--- The problem ---
Nothing in the records below should be altered in the copy, although the pictures must be left out.

★ ★ ★ ★

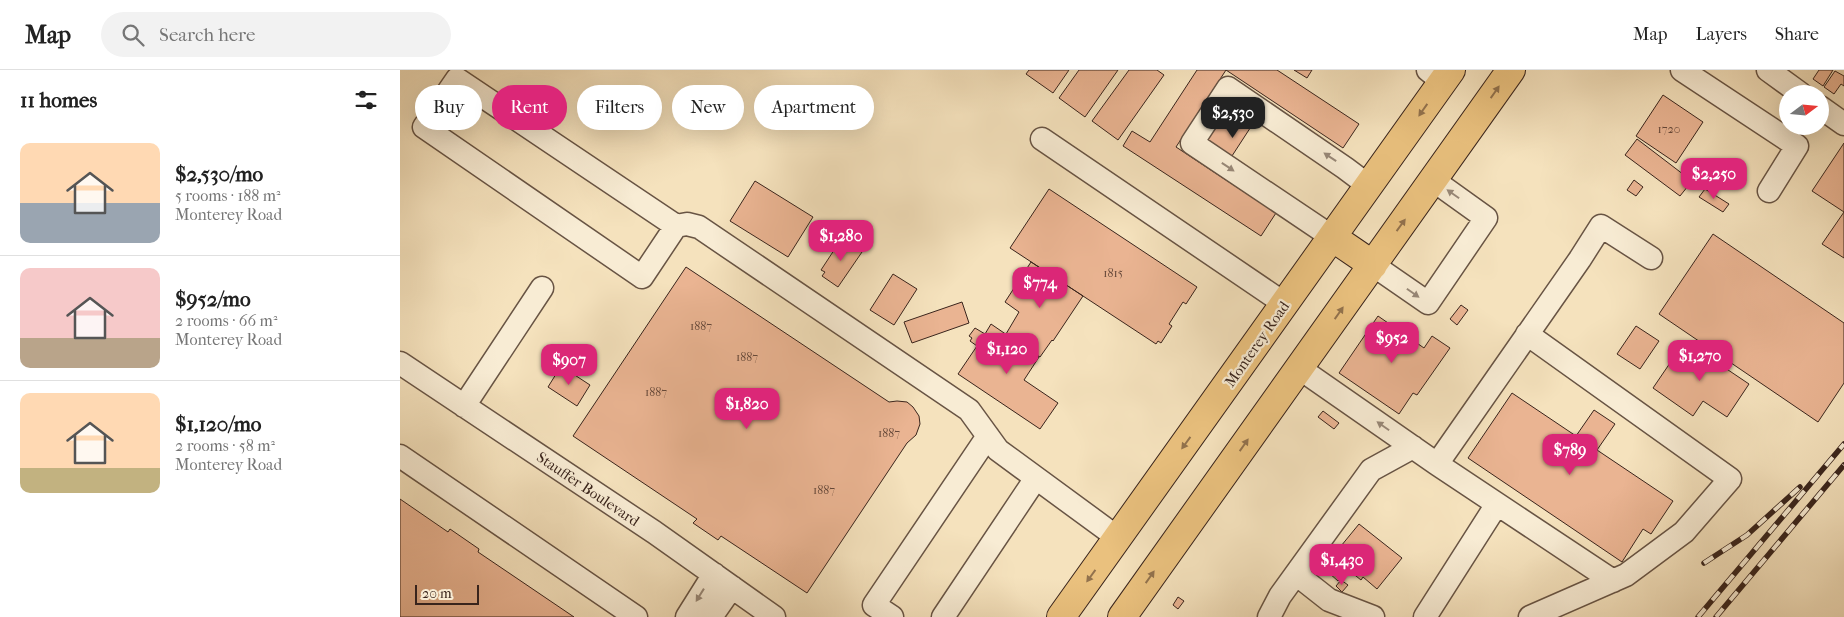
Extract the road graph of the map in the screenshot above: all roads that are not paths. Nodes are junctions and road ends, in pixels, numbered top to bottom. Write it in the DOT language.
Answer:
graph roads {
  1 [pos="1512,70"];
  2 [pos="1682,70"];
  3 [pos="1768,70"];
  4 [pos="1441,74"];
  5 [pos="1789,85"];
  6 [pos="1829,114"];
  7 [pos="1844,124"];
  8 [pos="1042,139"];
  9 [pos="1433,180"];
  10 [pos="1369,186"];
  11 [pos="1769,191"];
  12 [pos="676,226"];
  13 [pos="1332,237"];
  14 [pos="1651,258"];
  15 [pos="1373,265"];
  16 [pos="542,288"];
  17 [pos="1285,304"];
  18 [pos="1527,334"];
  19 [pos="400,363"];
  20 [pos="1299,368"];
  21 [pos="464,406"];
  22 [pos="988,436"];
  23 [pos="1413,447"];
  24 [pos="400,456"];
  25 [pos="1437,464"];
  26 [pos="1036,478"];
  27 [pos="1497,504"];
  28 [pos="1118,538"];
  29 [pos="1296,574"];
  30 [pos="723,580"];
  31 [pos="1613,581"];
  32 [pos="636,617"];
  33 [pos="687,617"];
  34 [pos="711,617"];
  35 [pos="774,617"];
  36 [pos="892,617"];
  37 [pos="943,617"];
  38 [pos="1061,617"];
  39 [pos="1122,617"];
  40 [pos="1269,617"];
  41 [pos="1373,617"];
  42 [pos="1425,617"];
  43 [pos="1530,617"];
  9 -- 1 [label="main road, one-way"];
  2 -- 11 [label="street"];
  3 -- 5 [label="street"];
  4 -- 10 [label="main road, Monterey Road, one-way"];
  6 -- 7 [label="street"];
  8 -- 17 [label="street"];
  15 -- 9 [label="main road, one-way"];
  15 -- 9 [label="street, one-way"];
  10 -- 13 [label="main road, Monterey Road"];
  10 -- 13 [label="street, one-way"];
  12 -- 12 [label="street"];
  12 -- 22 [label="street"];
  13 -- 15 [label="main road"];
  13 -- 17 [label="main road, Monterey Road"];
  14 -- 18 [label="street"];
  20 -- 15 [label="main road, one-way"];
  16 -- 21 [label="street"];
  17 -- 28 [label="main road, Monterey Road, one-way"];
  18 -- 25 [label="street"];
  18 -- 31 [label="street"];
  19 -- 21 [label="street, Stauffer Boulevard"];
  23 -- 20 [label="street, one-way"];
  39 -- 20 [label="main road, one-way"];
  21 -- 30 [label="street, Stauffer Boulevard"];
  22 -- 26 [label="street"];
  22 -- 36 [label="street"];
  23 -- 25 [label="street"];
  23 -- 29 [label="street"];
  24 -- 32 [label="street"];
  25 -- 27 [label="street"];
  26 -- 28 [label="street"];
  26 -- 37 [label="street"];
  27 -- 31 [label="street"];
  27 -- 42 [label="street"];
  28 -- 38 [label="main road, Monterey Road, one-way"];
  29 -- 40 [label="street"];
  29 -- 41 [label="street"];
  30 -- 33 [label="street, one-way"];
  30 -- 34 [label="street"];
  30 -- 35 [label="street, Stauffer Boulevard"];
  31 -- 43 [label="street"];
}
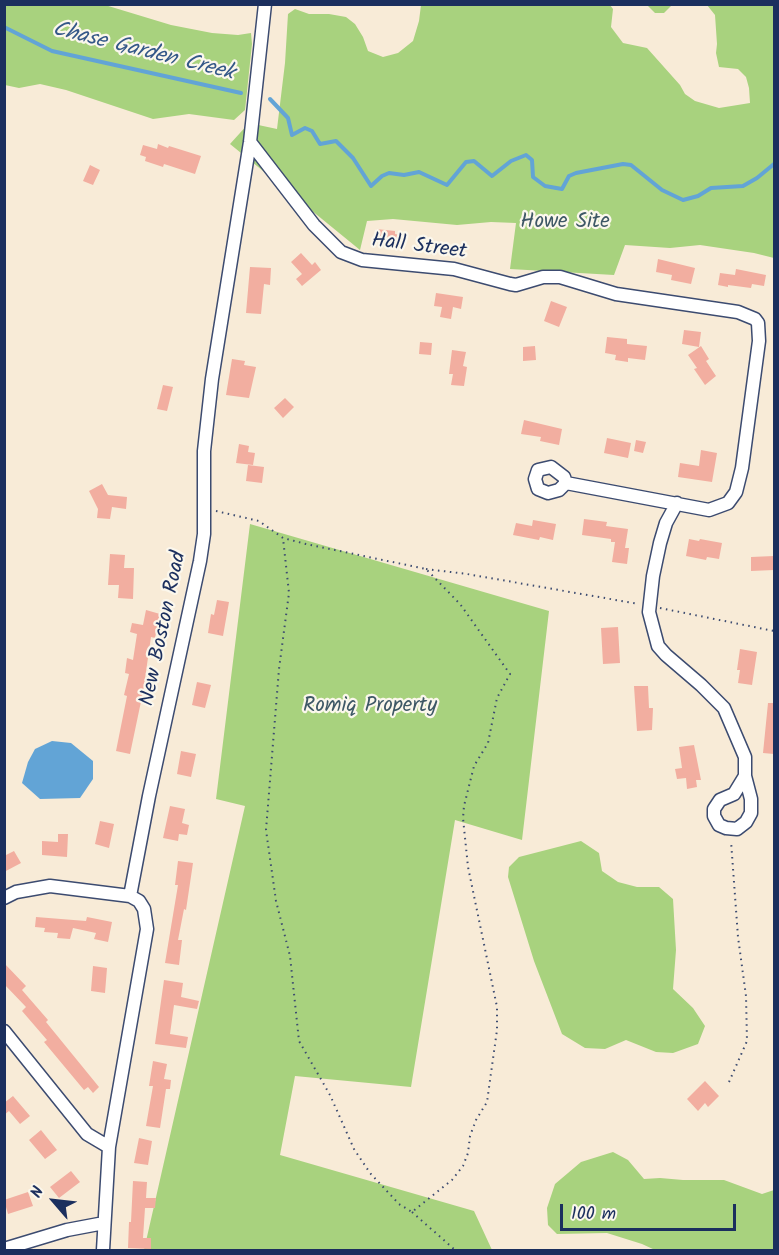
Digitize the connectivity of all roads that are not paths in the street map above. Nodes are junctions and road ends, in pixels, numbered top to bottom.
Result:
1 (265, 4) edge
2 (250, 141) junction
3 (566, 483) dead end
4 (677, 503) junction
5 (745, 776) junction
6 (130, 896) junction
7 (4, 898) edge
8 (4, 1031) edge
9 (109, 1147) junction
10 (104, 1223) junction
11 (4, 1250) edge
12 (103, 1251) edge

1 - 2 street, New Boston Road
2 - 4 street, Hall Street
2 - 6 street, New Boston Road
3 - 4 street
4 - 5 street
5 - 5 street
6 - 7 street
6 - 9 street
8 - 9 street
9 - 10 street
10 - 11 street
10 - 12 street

★ ★ ★ ★

--- Reply ---
Extract the road graph of the map in the screenshot above: all roads that are not paths. Nodes are junctions and road ends, in pixels, numbered top to bottom. Write it in the DOT language.
Answer:
graph roads {
  1 [pos="1512,70"];
  2 [pos="1682,70"];
  3 [pos="1768,70"];
  4 [pos="1441,74"];
  5 [pos="1789,85"];
  6 [pos="1829,114"];
  7 [pos="1844,124"];
  8 [pos="1042,139"];
  9 [pos="1433,180"];
  10 [pos="1369,186"];
  11 [pos="1769,191"];
  12 [pos="676,226"];
  13 [pos="1332,237"];
  14 [pos="1651,258"];
  15 [pos="1373,265"];
  16 [pos="542,288"];
  17 [pos="1285,304"];
  18 [pos="1527,334"];
  19 [pos="400,363"];
  20 [pos="1299,368"];
  21 [pos="464,406"];
  22 [pos="988,436"];
  23 [pos="1413,447"];
  24 [pos="400,456"];
  25 [pos="1437,464"];
  26 [pos="1036,478"];
  27 [pos="1497,504"];
  28 [pos="1118,538"];
  29 [pos="1296,574"];
  30 [pos="723,580"];
  31 [pos="1613,581"];
  32 [pos="636,617"];
  33 [pos="687,617"];
  34 [pos="711,617"];
  35 [pos="774,617"];
  36 [pos="892,617"];
  37 [pos="943,617"];
  38 [pos="1061,617"];
  39 [pos="1122,617"];
  40 [pos="1269,617"];
  41 [pos="1373,617"];
  42 [pos="1425,617"];
  43 [pos="1530,617"];
  9 -- 1 [label="main road, one-way"];
  2 -- 11 [label="street"];
  3 -- 5 [label="street"];
  4 -- 10 [label="main road, Monterey Road, one-way"];
  6 -- 7 [label="street"];
  8 -- 17 [label="street"];
  15 -- 9 [label="main road, one-way"];
  15 -- 9 [label="street, one-way"];
  10 -- 13 [label="main road, Monterey Road"];
  10 -- 13 [label="street, one-way"];
  12 -- 12 [label="street"];
  12 -- 22 [label="street"];
  13 -- 15 [label="main road"];
  13 -- 17 [label="main road, Monterey Road"];
  14 -- 18 [label="street"];
  20 -- 15 [label="main road, one-way"];
  16 -- 21 [label="street"];
  17 -- 28 [label="main road, Monterey Road, one-way"];
  18 -- 25 [label="street"];
  18 -- 31 [label="street"];
  19 -- 21 [label="street, Stauffer Boulevard"];
  23 -- 20 [label="street, one-way"];
  39 -- 20 [label="main road, one-way"];
  21 -- 30 [label="street, Stauffer Boulevard"];
  22 -- 26 [label="street"];
  22 -- 36 [label="street"];
  23 -- 25 [label="street"];
  23 -- 29 [label="street"];
  24 -- 32 [label="street"];
  25 -- 27 [label="street"];
  26 -- 28 [label="street"];
  26 -- 37 [label="street"];
  27 -- 31 [label="street"];
  27 -- 42 [label="street"];
  28 -- 38 [label="main road, Monterey Road, one-way"];
  29 -- 40 [label="street"];
  29 -- 41 [label="street"];
  30 -- 33 [label="street, one-way"];
  30 -- 34 [label="street"];
  30 -- 35 [label="street, Stauffer Boulevard"];
  31 -- 43 [label="street"];
}
Digitize the connectivity of all roads that are not paths in the street map above. Nodes are junctions and road ends, in pixels, numbered top to bottom.
Result:
1 (265, 4) edge
2 (250, 141) junction
3 (566, 483) dead end
4 (677, 503) junction
5 (745, 776) junction
6 (130, 896) junction
7 (4, 898) edge
8 (4, 1031) edge
9 (109, 1147) junction
10 (104, 1223) junction
11 (4, 1250) edge
12 (103, 1251) edge

1 - 2 street, New Boston Road
2 - 4 street, Hall Street
2 - 6 street, New Boston Road
3 - 4 street
4 - 5 street
5 - 5 street
6 - 7 street
6 - 9 street
8 - 9 street
9 - 10 street
10 - 11 street
10 - 12 street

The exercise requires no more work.